Representative Muradian Supports Ongoing Efforts to Address State Opioid Crisis

July 17th 2018 BOSTON – In an attempt to address the growing state opioid crisis, State Representative David K. Muradian, Jr., R-Grafton, is supporting legislation to expand Massachusetts’ comprehensive 2016 opioid law by increasing treatment options for individuals suffering from drug addiction.

House Bill 4725, An Act for prevention and access to appropriate care and treatment of addiction, was engrossed by the House of Representatives on a unanimous vote of 147-0 on July 11.  The bill places new mandates on practitioners and pharmacies prescribing opioids and other controlled substances, while taking steps to ensure qualified treatment facilities are available to serve those in need by enhancing the regulatory and licensing authority of the Department of Mental Health (DMH) and the Department of Public Health (DPH).

In addition to requiring the use of electronic prescriptions for controlled substances in non-emergency situations by 2020, House Bill 4725 provides for the expanded utilization of the Prescription Monitoring Program (PMP) and access to its data to help deter prescription drug abuse.  It also directs DPH to issue a statewide standing order allowing pharmacies to dispense the overdose-reversing drug naloxone without a prescription.

“I am proud to stand with my colleagues in the Legislature as well as the Baker-Polito Administration to make a commitment to ending this scourge of opioid abuse, which has already claimed the lives of far too many people across all groups in the Commonwealth,” stated Representative Muradian. “I am happy to have been a part of the work being done to address this enormous public health crisis.”

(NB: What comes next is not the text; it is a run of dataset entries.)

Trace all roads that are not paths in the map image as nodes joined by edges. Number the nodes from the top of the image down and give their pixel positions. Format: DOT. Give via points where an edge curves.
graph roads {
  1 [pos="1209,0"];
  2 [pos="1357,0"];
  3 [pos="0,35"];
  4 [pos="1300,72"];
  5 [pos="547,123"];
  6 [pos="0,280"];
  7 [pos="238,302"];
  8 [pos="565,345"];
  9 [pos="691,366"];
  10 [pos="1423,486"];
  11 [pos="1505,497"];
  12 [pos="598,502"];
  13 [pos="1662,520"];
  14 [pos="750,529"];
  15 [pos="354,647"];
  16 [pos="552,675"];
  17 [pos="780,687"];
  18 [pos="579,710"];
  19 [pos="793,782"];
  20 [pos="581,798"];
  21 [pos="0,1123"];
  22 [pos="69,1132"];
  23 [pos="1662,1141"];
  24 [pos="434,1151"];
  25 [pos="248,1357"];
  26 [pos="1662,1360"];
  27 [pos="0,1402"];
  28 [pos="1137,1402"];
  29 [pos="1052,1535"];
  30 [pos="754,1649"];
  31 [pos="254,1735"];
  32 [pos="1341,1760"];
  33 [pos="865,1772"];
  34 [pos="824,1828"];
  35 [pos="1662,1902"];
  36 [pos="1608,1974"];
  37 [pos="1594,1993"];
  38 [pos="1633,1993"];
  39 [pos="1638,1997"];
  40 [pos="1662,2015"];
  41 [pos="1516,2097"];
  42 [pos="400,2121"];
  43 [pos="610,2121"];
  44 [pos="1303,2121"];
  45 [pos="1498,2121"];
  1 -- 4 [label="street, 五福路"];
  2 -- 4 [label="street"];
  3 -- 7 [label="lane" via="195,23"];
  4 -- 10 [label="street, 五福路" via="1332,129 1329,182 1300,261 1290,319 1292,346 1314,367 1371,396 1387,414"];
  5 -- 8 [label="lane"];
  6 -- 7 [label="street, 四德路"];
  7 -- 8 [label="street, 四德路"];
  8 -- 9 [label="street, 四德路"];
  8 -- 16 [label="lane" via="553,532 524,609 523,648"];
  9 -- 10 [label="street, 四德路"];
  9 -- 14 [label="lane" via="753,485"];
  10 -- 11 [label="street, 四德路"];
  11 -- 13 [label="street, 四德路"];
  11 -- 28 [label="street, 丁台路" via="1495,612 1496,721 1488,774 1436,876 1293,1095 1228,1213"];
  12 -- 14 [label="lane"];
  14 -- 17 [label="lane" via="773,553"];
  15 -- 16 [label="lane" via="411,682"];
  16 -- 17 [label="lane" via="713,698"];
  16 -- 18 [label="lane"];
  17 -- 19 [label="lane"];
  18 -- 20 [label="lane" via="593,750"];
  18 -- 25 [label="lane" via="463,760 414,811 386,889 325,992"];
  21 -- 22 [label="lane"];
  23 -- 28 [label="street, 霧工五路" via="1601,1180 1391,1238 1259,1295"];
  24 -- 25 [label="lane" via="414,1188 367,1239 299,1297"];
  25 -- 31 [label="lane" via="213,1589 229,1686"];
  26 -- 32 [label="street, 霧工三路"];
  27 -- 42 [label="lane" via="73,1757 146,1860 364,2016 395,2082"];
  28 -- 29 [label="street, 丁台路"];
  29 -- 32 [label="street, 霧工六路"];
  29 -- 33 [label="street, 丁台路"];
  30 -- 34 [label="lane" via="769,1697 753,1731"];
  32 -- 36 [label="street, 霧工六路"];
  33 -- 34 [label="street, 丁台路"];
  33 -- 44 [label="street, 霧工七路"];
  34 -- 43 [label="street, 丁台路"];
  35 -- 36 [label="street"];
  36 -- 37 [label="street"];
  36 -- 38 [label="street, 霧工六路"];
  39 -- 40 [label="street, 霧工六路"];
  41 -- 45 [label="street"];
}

According to DPH, there were 379 confirmed opioid-related overdose deaths in Massachusetts in 2000, but the number of confirmed and suspected opioid-related deaths jumped to 2,016 last year.  For the first three months of 2018, DPH has confirmed 201 opioid-related overdose deaths, but estimates there will be an additional 240 to 305 deaths once all cases are finalized by the Office of the Chief Medical Examiner.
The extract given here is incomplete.